Raw RSSIs measurement is related to the parameter fitting and distance mapping process, and play a decisive role for IPS performance [33]. Compared with the mean filter [11], Kalman filter [7], particle filter [8,9], least-squares estimator [40,41], and maximum-likelihood estimator [42] have advantages in terms of accuracy but are computationally expensive. They use a moment before estimation and the current observations to update the state variables’ estimate, while the mean filter just takes the average. Thus, the mean filter is widely recommended because it has similar accuracy and anti-interference performance [11]. Considering their relatively small computational overheads and the fact they can be used in a real-time context, the rolling mean filter, exponential moving mean filer, and moving median filter have been discussed [12]. However, these filters are typically intended to mitigate these influences by smoothing and could suffer from left-skewed distributions caused by RSSI multipath propagation [15].

RSSI screening is another effective filtering method based on analyzing the spatial resolution of the signal strength and RSSI signal characteristics under different scenarios. Gaussian filter [6] selects the high RSSI probability RSSIs and takes the average value as filter results, lowers the influence of the small probability and interference over the measurement. An algorithm using the maximum RSSI average has been proposed and suggests that N = 13 is optimal [13]. Relative to selecting the maximum, [15] selected the least variance RSSIs over time, arguing that the normal variances are not dramatic. Based on dichotomy, Study [16] and [17] propose an RSSI classification to distinguish singular RSSIs from normal path-loss RSSIs. Paper [17] proposes a k-means clustering algorithm tracing the rating.

Applying artificial intelligence (including statistical inference methods) for RSSI processing is a new trend, e.g., using a k-means clustering algorithm for singular RSS tracing [22] and filtering, and RSSI fingerprint matching [23,24]. Moreover, support vector machine (SVM) [43], artificial neural network (ANN) [44,45] and deep learning [46] have been proposed to aid RSSI purification and high positioning accuracy. However, in indoor environments, all of the above algorithms still face challenges of spatial ambiguity, RSSI instability, and RSSI’s short collecting time per location [47,48].

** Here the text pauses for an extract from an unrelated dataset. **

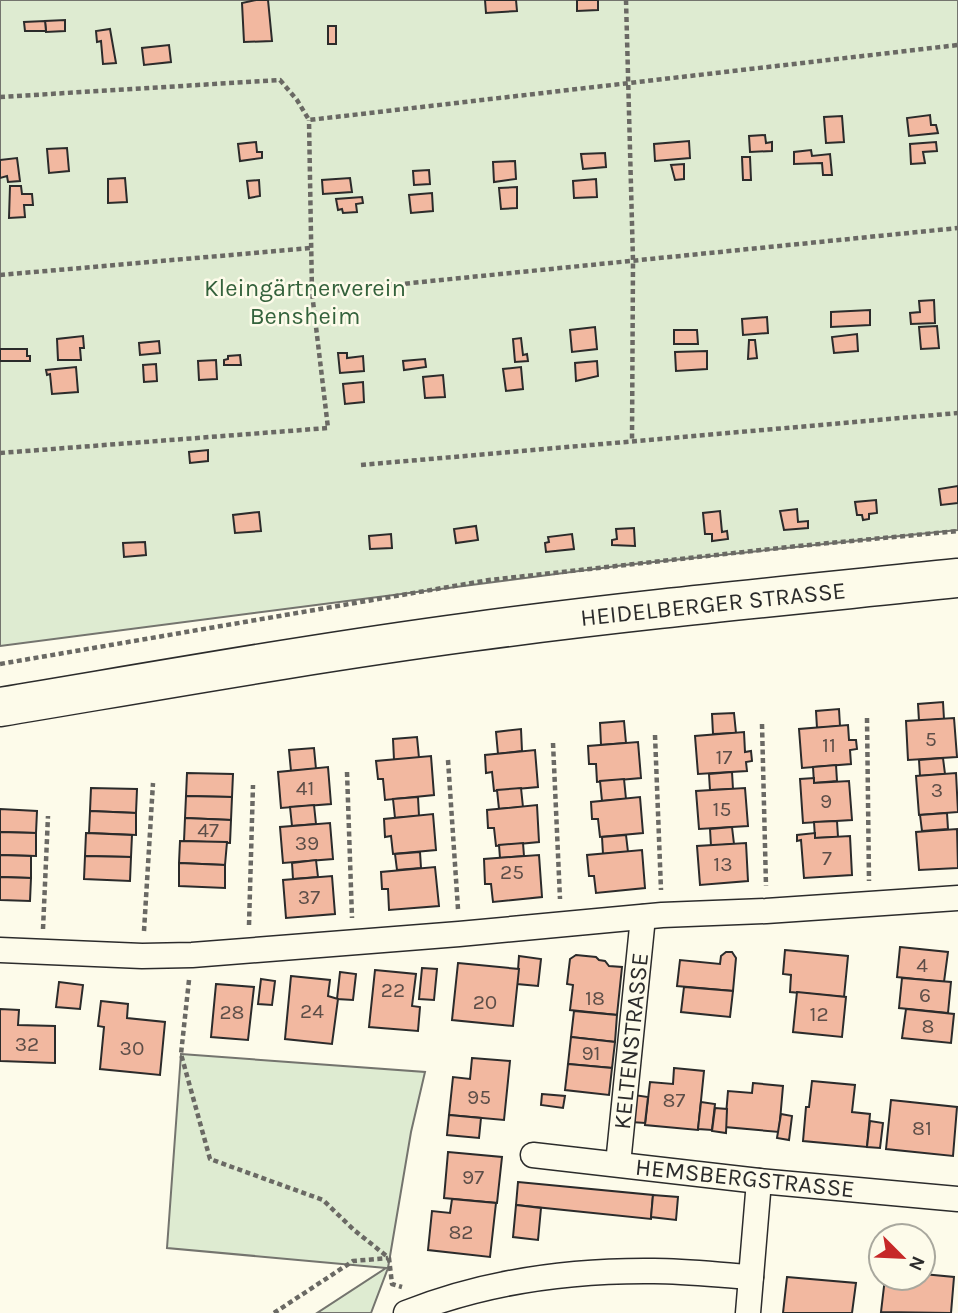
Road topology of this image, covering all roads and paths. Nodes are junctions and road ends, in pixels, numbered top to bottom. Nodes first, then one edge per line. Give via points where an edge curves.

This paper will propose a three-classification and tracking method to explore its distribution center instead of the mean center based on the classification idea and unsupervised learning algorithm. More importantly, we will discuss the filtering performance under the conditions of small samples and small sampling time.

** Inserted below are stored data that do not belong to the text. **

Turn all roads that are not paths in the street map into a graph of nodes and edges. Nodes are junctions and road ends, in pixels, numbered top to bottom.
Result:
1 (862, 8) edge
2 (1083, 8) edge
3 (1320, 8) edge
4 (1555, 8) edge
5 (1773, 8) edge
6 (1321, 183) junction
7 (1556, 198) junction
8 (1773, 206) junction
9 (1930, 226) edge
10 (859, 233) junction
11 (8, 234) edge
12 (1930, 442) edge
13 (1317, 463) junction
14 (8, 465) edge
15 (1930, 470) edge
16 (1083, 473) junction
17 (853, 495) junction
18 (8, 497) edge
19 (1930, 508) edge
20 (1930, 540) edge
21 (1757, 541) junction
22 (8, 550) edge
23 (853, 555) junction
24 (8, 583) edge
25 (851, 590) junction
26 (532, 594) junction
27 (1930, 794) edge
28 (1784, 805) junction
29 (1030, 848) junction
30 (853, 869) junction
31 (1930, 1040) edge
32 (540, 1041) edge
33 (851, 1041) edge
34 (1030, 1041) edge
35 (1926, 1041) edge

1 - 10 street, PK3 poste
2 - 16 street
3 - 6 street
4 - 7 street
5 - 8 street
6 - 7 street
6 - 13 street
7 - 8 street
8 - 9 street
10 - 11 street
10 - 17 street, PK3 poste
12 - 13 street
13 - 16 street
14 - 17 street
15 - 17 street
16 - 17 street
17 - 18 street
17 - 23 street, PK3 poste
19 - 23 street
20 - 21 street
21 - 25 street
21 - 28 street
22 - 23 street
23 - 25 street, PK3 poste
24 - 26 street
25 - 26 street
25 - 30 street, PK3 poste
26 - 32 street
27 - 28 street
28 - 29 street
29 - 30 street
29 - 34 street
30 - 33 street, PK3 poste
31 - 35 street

3. RSSI Classification and Tracing

3.1. Tri-Partition RSSI Classification

Environmental conditions, scenario changes, anchor deployment, transmission power, and interferences between anchor nodes can affect the RSSI values. Furthermore, it is challenging to determine antenna gains [10]. However, the actual effects can be summarized as increasing and decreasing, so unlike the dichotomy, we propose a tri-partition of RSSIs, as shown in Figure 1. We classify RSSI samples into three collections:

• The decreased collection (DC) represents singular weakened RSSIs such as blocked and reflected signals.
• The normal collection (NC) represents normal path-loss and fading RSSIs.
• The increased collection (IC) represents singular enhanced RSSIs caused by transmitting equipment such as antenna gained power or transmitting power mutation.

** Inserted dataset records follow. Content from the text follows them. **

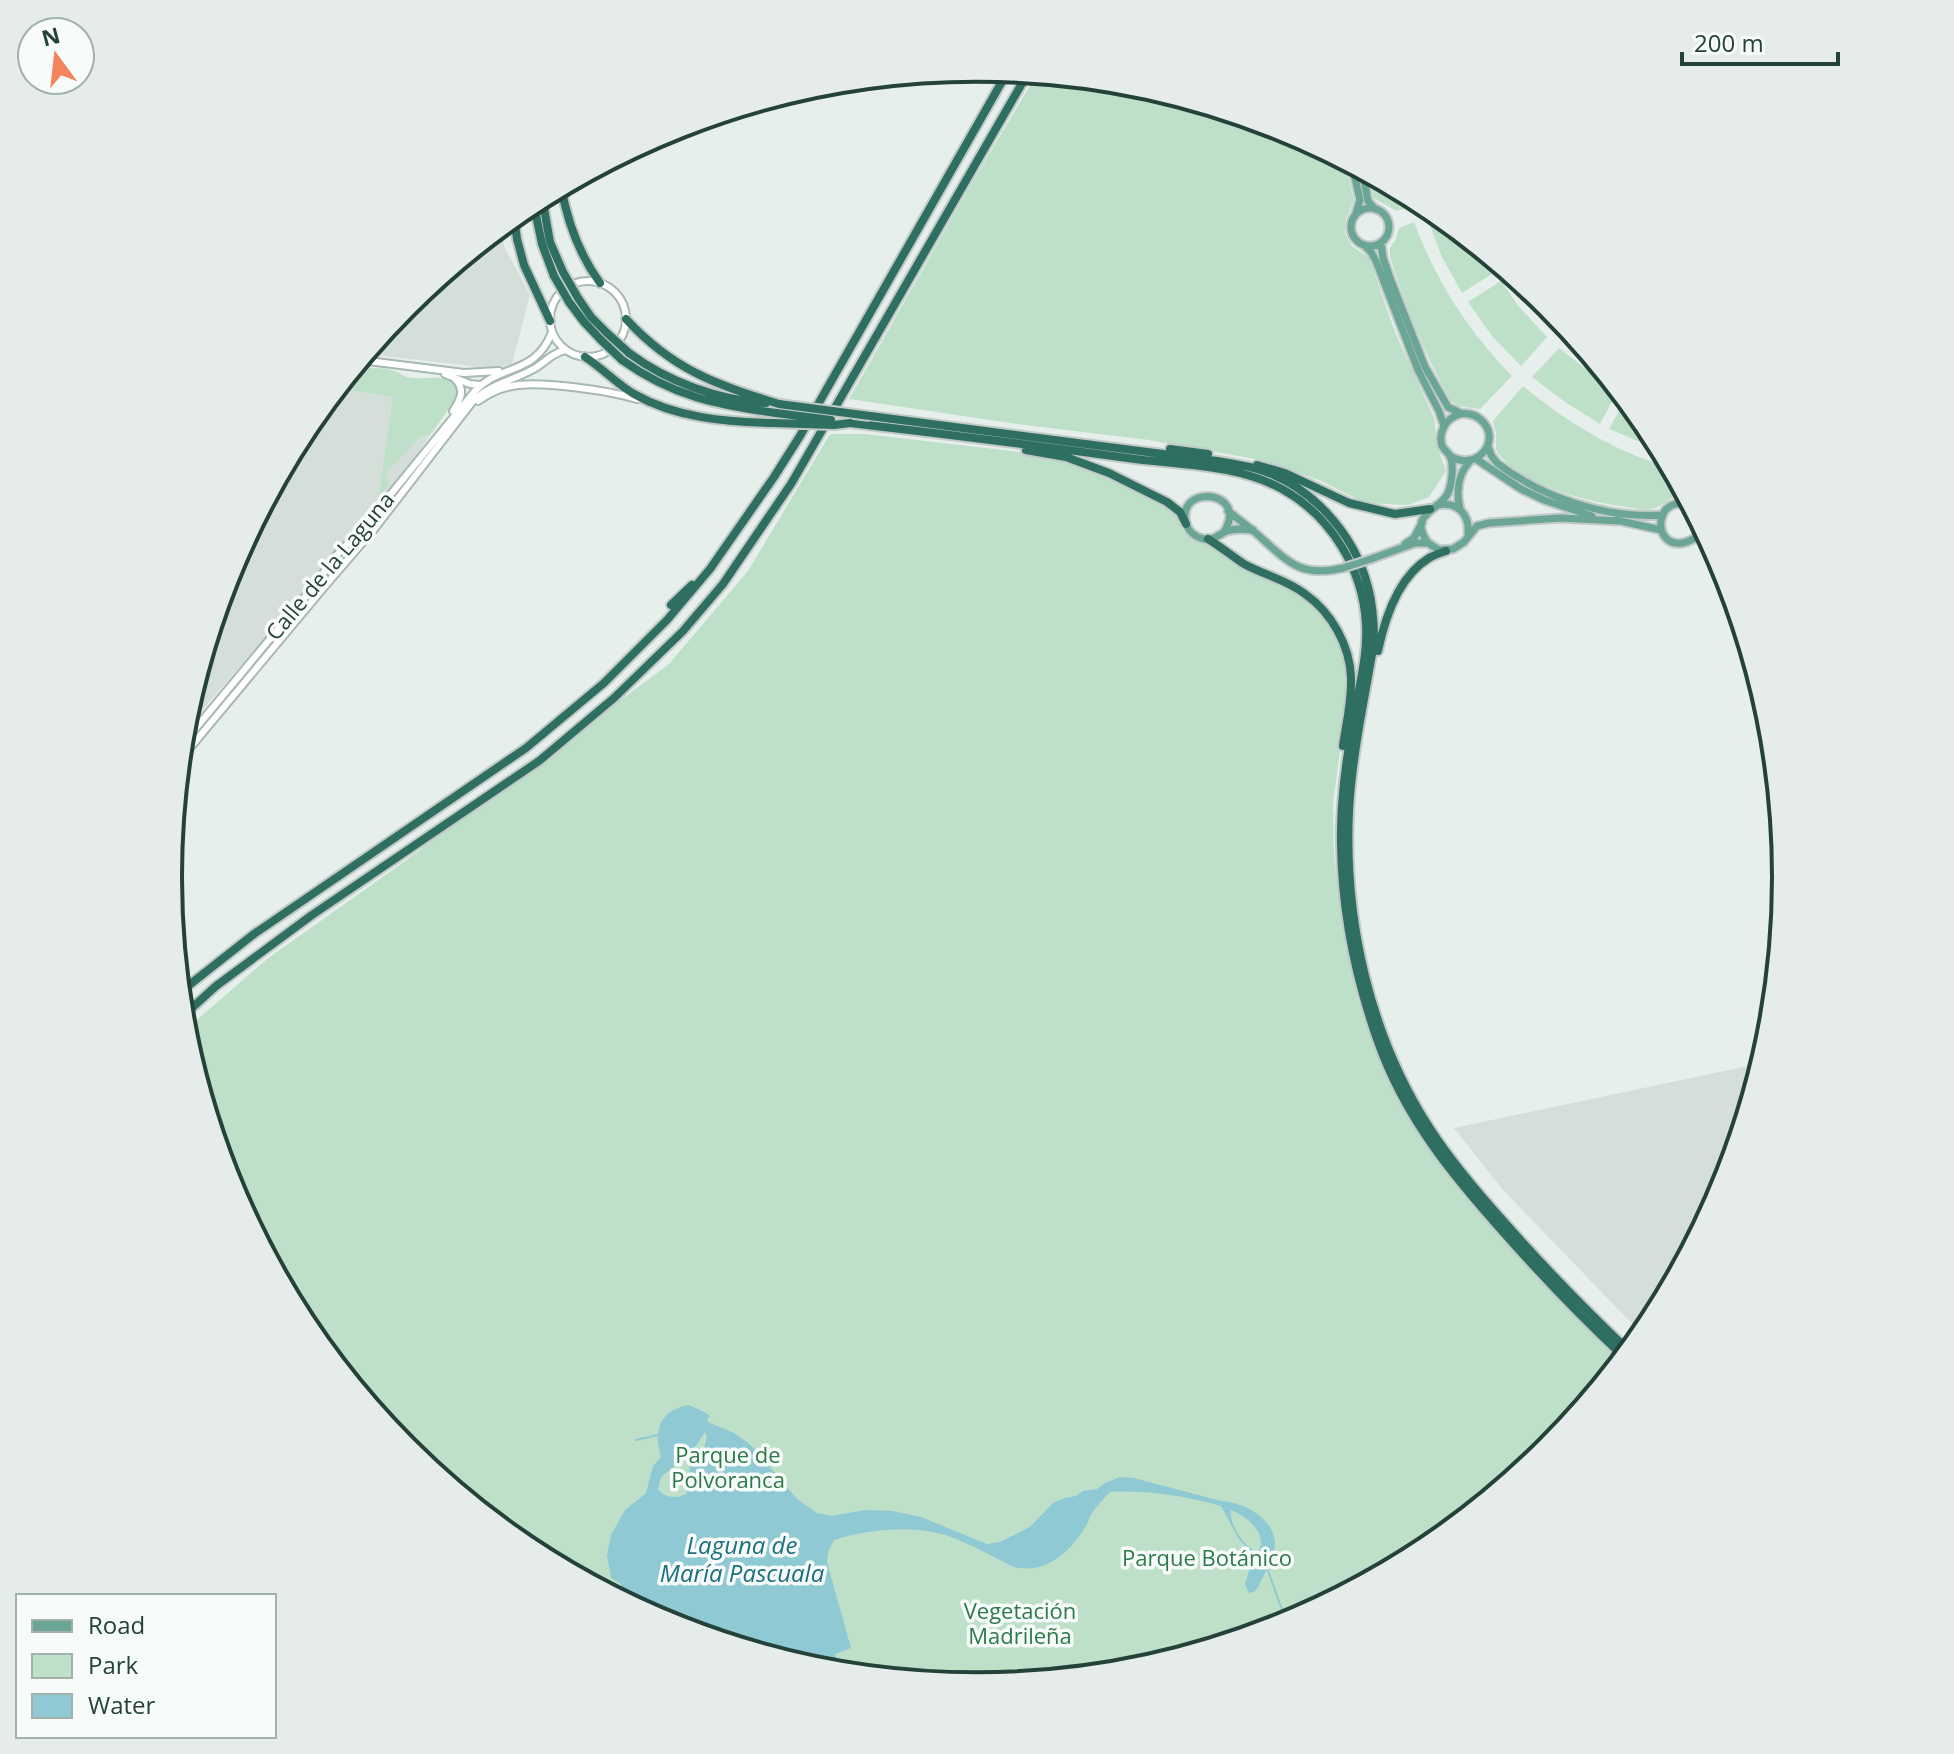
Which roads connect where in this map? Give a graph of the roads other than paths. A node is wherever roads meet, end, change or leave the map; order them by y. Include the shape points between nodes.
1 (1001, 83) edge
2 (1022, 84) edge
3 (1355, 178) edge
4 (1365, 184) edge
5 (564, 198) edge
6 (1375, 209) junction
7 (544, 210) edge
8 (536, 215) edge
9 (1355, 215) junction
10 (516, 230) edge
11 (1381, 243) junction
12 (1364, 245) junction
13 (558, 274) junction
14 (600, 283) junction
15 (626, 319) junction
16 (550, 321) junction
17 (552, 332) junction
18 (565, 350) junction
19 (585, 357) junction
20 (372, 362) edge
21 (525, 364) junction
22 (438, 370) junction
23 (522, 374) junction
24 (453, 376) junction
25 (480, 385) junction
26 (661, 406) junction
27 (778, 408) junction
28 (1462, 414) junction
29 (461, 418) junction
30 (870, 421) junction
31 (850, 423) junction
32 (1444, 426) junction
33 (443, 428) junction
34 (994, 431) junction
35 (943, 435) junction
36 (1488, 446) junction
37 (1450, 456) junction
38 (1473, 460) junction
39 (1678, 504) edge
40 (1432, 508) junction
41 (1460, 509) junction
42 (1228, 511) junction
43 (1662, 515) junction
44 (1620, 521) junction
45 (1422, 523) junction
46 (1186, 524) junction
47 (1253, 530) junction
48 (1661, 530) junction
49 (1224, 532) junction
50 (1467, 536) junction
51 (1695, 537) edge
52 (1208, 539) junction
53 (1428, 543) junction
54 (1400, 548) junction
55 (1446, 551) junction
56 (705, 575) junction
57 (671, 605) dead end
58 (1362, 718) junction
59 (196, 728) edge
60 (194, 743) edge
61 (375, 845) dead end
62 (346, 871) junction
63 (1343, 887) junction
64 (290, 939) dead end
65 (252, 960) junction
66 (190, 985) edge
67 (193, 1007) edge
68 (1621, 1343) edge
69 (1616, 1350) edge

1 - 56 highway via 800,436
2 - 65 highway via 791,484 723,584 683,631 539,761
3 - 9 main road via 1360,200
4 - 6 main road
5 - 14 highway via 576,241
6 - 9 main road
6 - 11 main road via 1389,223
7 - 13 highway
8 - 13 highway via 542,244
9 - 12 main road via 1352,233
10 - 16 highway via 524,265
11 - 12 main road
11 - 28 main road via 1425,367 1448,407
12 - 32 main road via 1376,261
13 - 27 highway, bridge via 584,322 626,357 695,388
14 - 15 street via 618,295
14 - 16 street via 585,281 559,294
15 - 19 street via 609,351
15 - 27 highway via 651,345 691,372
16 - 17 street
17 - 18 street
17 - 21 street via 541,353
18 - 19 street
18 - 23 street
19 - 26 highway via 634,394
20 - 22 street
21 - 22 street via 486,373
21 - 25 street
22 - 24 street
23 - 25 street
23 - 29 street via 482,393
24 - 25 street
24 - 33 street via 461,394
25 - 33 street, Calle de la Laguna
26 - 29 street via 577,388 527,384 490,394
26 - 31 highway, bridge via 710,419
27 - 30 highway, bridge
27 - 31 highway, bridge
28 - 32 main road
28 - 36 main road via 1482,421
29 - 60 street, Calle de la Laguna
30 - 31 highway
30 - 34 highway
30 - 35 highway
32 - 37 main road via 1442,445
33 - 59 street, Calle de la Laguna
34 - 40 highway via 1196,452 1285,473 1382,512
34 - 58 highway via 1243,466 1285,481 1313,500 1353,548 1371,599 1374,642
35 - 46 highway via 1085,463 1167,502
35 - 63 highway via 1245,474 1285,490 1328,527 1356,575 1366,622 1342,800
36 - 38 main road
36 - 43 main road via 1497,463 1547,493 1592,508
37 - 38 main road
37 - 40 main road via 1448,493
38 - 41 main road via 1463,468 1457,490
38 - 44 main road via 1544,500
39 - 43 main road
40 - 41 main road via 1448,504
40 - 45 main road
41 - 50 main road via 1469,524
42 - 46 main road via 1214,496 1200,496 1186,511
42 - 47 main road
42 - 49 main road
43 - 48 main road
44 - 48 main road
44 - 50 main road via 1489,523
45 - 53 main road
45 - 54 main road
46 - 52 main road via 1195,536
47 - 49 main road
47 - 54 main road, bridge via 1286,560 1326,572
48 - 51 main road via 1679,544
49 - 52 main road
50 - 55 main road
52 - 63 highway via 1305,594 1340,635 1351,678 1337,799
53 - 54 main road
53 - 55 main road
55 - 58 highway via 1411,574 1394,600
56 - 57 highway
56 - 62 highway via 604,683 526,748
58 - 68 highway via 1352,776 1350,876 1363,963 1386,1041 1450,1158 1535,1257
61 - 62 highway
62 - 66 highway
63 - 69 highway via 1350,937 1379,1045 1420,1129 1521,1252
64 - 65 highway
65 - 67 highway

The tri-partition can help with the quantitative analysis of the RSSI. Tracing the item count of sub-classification can reveal that the subsequent positioning is dependable or not, where NC RSSIs do not conform to normal distribution means more significant errors. Thus, it helps select different path-loss parameters to adapt to the environment.

3.2. RSSI Tracing Algorithm

We propose an RSSI tracing algorithm based on k-means clustering to determine the partition and its distribution center. The proposed algorithm considers the RSSI sample (R) to be a one-dimensional collection. It uses the absolute value of RSSI and sub-classification center subtraction as the clustering factor, takes the maximum RSSI as the initial center of the IC, the minimum RSSI as the initial center of the DC, the mean RSSI as the initial center of the NC, and then defines the assistant function MIN(R) to obtain the minimum RSSI from R, the function MAX(R) to obtain the maximum RSSI from R, and the function AVERAGE(R) to obtain the mean value from R. The algorithm steps are as follows Algorithm 1:

Algorithm 1. Sub-Classification Tracing.

Input: R = {RSSI1, RSSI2, …, RSSIn}//the collected RSSI samples Output: NC, IC, DC

Define://initial the center of IC, NC, and DC     IV = MAX(R), NV = AVERAGE(R), and DV = MIN(R)     ICT = ϕ, NCT = ϕ, and DCT = ϕ  //temporal collections     TD = ID = ND = DD = 0.0    //temporal values. Classify: For each (RSSIi ∈ R){ //calculate its distance to IV, NV, and DV ID = abs (IV- RSSIi)        ND = abs (NV- RSSIi)        DD = abs (DV- RSSIi)        //select the minimum distance        TD = MIN ({ID, ND, DD})        //add RSSIi to sub-classification        If (TD= =ID)        IC = IC + { RSSIi }        Else if (TD= =ND)     NC = NC+{ RSSIi }     Else     DC = DC + { RSSIi }     } Judge:    //judge the change of sub-classification    If (ICT = = NCT = = DCT = = ϕ){        ICT = IC        NCT = NC        DCT = DC        } GOTO (Reset) //if convergence, exit    If (ICT = = IC and NCT = = NC and DCT = = DC)    GOTO (Exit)    Else {        ICT = IC        NCT = NC        DCT = DC        } Reset: //reset the sub-classification center IV = AVERAGE (IC)     NV = AVERAGE (NC)     DV = AVERAGE (DC)     GOTO (Classify) Exit:  //deal with ϕ    If (NC = = ϕ) {     TD = (ID + DD)/2     NC+ = {TD}     } EXIT(-)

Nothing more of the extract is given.